Mah Sing Group general manager Yeoh Chee Beng and marketing senior manager Christy Leong promoting their Lakeville Residence project in Kuala Lumpur at the StarProperty.my Fair at Tropicana City Mall over the weekend.

KUALA LUMPUR: Macquarie Research is retaining its Outperform rating on property company Mah Sing with a fair value of RM1.72, which is a discount of 30% to its realised net asset value (RNAV) estimate of RM2.45 a share.

It said on Thursday that while the Malaysia property market continues to face challenges in 2016, Mah Sing remains its top pick. It likes Mah Sing’s focus on affordable housing (50% of FY16E launches) in key economic areas, especially the central region. 

“We forecast Mah Sing’s FY16E sales at RM2.32bil (+0.9% on-year), with a total revenue of RM3.3bil (+6% on-year). We believe strategic locations of its projects, mostly in the central region, combined with affordable pricing, will boost the company’s overall take-up rates,” it said. 
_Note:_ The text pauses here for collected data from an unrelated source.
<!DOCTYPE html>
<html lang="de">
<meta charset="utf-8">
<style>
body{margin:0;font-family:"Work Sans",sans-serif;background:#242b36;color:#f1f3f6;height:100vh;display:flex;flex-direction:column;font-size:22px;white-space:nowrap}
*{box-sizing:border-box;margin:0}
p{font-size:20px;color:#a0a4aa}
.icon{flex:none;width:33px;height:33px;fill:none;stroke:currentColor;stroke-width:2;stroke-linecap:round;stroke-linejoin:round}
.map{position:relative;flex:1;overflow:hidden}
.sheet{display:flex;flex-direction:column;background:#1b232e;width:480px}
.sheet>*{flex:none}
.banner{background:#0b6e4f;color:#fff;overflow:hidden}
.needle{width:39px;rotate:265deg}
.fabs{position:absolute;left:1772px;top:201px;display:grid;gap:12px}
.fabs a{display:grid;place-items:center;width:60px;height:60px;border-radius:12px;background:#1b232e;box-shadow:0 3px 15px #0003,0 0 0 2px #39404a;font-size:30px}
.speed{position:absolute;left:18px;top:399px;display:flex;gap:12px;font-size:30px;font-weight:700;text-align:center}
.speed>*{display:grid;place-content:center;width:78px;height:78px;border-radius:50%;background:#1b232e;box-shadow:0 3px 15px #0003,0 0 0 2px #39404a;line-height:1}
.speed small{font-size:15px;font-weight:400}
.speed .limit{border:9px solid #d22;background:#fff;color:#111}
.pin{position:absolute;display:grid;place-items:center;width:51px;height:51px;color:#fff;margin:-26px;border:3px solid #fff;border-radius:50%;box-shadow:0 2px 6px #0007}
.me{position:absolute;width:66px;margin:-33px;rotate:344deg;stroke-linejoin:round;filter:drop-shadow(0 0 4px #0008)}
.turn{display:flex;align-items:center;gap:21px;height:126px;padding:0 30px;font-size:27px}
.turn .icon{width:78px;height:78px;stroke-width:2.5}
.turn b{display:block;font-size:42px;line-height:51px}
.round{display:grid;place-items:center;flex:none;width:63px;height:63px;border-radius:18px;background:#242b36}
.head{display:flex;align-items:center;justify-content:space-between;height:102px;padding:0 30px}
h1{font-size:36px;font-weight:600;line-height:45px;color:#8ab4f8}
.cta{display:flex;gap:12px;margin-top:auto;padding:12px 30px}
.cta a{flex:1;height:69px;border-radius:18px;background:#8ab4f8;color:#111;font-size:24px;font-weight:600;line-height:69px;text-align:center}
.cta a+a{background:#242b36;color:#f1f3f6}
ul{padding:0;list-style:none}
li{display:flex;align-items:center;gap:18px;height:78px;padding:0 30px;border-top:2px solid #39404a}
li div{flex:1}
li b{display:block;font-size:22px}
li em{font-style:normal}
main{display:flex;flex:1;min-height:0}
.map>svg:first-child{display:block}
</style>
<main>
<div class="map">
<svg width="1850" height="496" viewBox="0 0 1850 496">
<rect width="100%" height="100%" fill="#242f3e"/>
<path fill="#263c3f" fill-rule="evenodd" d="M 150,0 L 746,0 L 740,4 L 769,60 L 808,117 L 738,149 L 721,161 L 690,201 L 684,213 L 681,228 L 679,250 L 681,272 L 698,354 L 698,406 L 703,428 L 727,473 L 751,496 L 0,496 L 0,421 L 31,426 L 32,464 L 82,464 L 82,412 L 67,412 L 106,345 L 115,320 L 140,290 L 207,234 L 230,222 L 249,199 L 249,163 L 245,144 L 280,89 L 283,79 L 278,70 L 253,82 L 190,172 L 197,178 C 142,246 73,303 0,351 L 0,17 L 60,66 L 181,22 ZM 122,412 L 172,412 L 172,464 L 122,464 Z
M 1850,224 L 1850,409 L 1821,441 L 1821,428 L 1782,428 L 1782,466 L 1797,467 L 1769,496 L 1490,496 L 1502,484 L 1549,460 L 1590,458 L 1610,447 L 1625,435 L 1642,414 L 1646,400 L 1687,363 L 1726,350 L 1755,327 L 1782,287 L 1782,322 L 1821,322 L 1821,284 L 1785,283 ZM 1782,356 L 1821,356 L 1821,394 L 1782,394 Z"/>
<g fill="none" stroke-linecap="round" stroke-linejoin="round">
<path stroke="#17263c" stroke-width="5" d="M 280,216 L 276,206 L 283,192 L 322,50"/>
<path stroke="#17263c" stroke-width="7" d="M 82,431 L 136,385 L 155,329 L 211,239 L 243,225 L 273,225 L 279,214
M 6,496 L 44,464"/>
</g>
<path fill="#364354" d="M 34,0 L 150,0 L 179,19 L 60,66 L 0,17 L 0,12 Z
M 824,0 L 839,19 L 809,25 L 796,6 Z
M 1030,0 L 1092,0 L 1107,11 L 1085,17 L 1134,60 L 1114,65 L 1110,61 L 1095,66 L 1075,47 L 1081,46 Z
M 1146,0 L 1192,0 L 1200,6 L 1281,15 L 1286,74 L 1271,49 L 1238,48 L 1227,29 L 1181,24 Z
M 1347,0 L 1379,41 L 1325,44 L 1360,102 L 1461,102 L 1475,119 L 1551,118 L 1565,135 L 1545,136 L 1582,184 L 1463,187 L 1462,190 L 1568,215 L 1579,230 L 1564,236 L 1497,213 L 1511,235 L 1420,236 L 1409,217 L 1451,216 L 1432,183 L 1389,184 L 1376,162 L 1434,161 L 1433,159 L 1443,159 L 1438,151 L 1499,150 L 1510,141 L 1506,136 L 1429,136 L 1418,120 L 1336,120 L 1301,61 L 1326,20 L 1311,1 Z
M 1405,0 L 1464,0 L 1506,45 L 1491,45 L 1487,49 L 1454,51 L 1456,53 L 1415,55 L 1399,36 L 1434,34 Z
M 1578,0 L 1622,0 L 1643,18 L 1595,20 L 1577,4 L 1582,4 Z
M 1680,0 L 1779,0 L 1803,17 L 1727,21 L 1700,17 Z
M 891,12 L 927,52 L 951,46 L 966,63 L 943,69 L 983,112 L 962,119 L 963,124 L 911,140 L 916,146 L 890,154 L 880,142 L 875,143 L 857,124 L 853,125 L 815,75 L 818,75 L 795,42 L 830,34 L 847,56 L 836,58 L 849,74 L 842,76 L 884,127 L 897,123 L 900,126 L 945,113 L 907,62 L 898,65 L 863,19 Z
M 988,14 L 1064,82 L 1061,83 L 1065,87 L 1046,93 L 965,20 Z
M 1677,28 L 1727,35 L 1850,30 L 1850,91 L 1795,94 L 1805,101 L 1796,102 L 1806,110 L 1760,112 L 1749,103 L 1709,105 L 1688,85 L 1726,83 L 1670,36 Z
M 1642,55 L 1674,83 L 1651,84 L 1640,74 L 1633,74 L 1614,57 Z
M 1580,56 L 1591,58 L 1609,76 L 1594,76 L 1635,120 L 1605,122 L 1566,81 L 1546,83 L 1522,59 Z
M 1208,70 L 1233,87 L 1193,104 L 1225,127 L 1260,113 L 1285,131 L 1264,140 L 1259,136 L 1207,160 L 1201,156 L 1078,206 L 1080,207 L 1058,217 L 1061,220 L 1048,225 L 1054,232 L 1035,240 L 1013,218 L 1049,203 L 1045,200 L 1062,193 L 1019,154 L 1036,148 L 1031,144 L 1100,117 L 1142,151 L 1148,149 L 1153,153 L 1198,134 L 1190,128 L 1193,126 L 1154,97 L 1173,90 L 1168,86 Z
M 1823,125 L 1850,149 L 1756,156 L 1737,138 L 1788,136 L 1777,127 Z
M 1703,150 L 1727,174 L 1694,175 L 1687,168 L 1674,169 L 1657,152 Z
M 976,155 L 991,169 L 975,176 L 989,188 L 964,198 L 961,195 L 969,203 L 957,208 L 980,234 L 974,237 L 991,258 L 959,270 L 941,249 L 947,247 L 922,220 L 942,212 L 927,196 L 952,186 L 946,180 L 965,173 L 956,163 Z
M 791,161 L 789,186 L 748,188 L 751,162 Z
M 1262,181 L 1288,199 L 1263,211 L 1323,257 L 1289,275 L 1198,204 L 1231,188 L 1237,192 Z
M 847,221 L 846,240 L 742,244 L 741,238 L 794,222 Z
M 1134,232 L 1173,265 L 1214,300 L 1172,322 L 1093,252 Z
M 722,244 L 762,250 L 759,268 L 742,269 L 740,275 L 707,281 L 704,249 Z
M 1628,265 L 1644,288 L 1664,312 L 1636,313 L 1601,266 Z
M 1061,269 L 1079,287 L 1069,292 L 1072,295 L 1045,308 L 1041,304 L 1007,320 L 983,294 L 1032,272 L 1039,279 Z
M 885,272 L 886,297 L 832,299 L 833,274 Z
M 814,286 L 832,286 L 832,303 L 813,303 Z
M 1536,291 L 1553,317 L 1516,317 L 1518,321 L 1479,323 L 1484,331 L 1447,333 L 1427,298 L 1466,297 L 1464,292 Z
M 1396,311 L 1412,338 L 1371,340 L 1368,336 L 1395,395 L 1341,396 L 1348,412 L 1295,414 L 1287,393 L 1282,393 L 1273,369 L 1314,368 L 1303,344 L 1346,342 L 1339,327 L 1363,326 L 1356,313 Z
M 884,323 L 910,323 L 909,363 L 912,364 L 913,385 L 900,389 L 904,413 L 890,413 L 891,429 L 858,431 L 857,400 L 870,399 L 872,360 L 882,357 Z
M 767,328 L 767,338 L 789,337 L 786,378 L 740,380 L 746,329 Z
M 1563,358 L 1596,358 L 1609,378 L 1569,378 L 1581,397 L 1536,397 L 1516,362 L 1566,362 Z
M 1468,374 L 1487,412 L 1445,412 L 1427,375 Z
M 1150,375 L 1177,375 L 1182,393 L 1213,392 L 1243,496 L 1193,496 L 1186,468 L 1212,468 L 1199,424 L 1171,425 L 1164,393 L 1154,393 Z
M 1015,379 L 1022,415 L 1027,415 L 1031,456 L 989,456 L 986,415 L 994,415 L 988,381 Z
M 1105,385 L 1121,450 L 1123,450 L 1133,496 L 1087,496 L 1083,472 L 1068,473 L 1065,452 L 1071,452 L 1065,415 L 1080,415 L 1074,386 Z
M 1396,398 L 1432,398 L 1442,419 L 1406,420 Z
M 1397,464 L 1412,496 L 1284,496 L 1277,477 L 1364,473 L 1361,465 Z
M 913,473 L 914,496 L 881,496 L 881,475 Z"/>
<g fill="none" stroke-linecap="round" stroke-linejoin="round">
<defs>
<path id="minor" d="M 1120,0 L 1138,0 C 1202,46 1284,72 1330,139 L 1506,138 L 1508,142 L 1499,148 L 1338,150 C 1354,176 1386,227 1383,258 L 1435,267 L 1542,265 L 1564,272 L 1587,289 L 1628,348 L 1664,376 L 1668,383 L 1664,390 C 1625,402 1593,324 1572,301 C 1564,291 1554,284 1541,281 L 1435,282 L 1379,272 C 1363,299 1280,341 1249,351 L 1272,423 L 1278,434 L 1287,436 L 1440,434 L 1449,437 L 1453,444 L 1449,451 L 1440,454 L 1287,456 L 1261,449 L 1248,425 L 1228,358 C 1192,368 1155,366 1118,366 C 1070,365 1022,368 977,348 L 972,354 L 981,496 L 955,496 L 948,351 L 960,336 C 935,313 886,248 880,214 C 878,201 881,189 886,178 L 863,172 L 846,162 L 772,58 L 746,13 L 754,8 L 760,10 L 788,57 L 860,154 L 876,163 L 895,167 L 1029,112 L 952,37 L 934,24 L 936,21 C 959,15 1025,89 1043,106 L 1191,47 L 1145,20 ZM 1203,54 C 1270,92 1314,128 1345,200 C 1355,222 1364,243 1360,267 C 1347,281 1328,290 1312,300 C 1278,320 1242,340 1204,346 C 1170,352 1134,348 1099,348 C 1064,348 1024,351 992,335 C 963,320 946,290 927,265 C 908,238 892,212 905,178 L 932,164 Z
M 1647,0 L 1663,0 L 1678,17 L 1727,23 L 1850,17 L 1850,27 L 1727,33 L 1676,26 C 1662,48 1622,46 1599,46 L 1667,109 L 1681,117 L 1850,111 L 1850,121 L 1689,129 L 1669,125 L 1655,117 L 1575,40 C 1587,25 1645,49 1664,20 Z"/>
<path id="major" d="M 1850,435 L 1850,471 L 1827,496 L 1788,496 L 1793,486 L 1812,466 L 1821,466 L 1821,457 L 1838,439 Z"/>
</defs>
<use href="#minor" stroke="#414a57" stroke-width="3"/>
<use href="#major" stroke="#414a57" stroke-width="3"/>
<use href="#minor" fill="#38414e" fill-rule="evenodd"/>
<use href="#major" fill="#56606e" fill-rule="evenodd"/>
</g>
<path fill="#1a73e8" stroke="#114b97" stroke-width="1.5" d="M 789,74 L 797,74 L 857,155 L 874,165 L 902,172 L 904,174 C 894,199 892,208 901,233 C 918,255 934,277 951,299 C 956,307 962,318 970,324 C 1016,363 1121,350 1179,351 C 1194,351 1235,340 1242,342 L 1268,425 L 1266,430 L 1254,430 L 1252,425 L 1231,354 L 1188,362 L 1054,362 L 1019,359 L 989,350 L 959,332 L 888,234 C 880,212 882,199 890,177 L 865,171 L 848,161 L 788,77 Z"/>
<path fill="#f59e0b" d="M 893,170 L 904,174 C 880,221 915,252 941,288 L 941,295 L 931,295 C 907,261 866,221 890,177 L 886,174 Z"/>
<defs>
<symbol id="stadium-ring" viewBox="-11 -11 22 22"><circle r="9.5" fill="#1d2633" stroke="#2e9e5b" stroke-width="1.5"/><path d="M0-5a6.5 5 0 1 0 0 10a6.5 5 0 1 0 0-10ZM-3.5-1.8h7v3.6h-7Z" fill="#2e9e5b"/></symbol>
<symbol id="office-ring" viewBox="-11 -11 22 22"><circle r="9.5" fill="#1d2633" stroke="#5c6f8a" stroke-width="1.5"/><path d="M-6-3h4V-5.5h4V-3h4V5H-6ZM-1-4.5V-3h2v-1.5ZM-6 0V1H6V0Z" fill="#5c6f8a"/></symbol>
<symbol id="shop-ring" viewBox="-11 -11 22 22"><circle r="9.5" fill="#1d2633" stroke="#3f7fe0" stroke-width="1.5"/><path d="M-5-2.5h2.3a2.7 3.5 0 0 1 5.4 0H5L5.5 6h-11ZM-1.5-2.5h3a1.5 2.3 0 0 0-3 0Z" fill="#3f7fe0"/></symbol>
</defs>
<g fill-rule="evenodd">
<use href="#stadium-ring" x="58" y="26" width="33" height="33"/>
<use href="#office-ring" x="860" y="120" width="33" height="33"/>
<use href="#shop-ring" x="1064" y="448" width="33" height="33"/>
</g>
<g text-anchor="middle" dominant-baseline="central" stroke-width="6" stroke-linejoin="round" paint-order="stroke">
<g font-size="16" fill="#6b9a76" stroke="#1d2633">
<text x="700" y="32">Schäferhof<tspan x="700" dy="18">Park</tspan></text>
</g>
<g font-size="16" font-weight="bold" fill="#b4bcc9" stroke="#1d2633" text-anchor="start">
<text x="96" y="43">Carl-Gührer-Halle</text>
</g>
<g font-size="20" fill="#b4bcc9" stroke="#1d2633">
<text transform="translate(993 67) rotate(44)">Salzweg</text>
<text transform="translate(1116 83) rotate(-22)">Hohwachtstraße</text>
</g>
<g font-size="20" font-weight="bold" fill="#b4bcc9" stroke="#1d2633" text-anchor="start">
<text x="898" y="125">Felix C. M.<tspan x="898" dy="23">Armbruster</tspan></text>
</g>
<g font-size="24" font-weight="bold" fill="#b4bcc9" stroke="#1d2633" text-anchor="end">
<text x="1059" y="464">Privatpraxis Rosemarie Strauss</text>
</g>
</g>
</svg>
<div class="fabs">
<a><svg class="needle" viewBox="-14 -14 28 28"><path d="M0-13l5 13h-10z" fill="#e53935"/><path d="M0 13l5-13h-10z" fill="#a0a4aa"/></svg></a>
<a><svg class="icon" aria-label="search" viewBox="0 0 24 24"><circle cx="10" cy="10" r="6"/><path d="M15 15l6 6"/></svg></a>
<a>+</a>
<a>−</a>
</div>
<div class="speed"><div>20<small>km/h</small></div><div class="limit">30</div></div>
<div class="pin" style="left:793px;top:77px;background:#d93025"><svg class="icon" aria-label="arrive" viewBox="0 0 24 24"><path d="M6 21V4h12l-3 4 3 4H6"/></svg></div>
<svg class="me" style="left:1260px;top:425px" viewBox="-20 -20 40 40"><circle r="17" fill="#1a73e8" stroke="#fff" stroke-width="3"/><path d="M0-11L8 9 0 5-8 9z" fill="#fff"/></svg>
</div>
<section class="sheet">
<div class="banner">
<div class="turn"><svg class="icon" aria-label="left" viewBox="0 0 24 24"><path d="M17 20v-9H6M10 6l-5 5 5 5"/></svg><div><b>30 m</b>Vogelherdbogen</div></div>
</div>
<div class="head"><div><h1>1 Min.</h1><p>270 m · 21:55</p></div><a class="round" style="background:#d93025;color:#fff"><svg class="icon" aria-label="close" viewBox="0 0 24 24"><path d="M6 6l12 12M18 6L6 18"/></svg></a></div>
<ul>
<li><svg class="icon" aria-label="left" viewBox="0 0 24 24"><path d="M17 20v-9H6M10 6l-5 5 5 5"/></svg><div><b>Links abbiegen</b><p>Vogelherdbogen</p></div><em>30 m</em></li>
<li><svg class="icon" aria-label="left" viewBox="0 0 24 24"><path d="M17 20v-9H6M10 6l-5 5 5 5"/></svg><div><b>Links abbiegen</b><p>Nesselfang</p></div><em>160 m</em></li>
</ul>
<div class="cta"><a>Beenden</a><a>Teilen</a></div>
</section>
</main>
Macquarie Research also said Mah Sing's 4.4% FY16E dividend yield will provide additional support to the share price. 

The research house said Mah Sing has a weighted average take-up rate of 90% across its portfolio of 23 development projects, much above the Malaysia average of 63%, as per data by the National Property Information Centre (NAPIC). 

The central region projects such as Southville, D’Sara Sentral and Lakeville Residence anchored FY14-15 sales with their total contribution reaching almost 50%. It estimated the Southville project alone will contribute 30% of FY16-18E sales annually. Notably, 64% of Mah Sing’s development projects are in the central region.

“Unbilled sales of RM4.75bil (1.8 times revenue from property development in FY15) will provide a fillip to the company’s earnings for at least the next three years. Mah Sing currently sits on a 2,470-acre land bank portfolio, of which 75% is still at the initial life cycle stage. We believe the company has the right strategy and ammunition to sustain growth going forward,” said the research house.

Macquarie Research revised FY16E/FY17E profit after tax by -10.5%/-11.8%, due to adjustments to its revenue and EBITDA margin assumptions. 

It reduced its EBITDA margin due the higher number of launches in the affordable segment. 

It also factored in Mah Sing’s new development projects into its RNAV to derive its RM1.72 target price, from RM1.69 previously.

The catalyst is the new infra project announcement such as the Singapore-KL high speed rail could boost Mah Sing’s exposure to the southern region,” said the research house.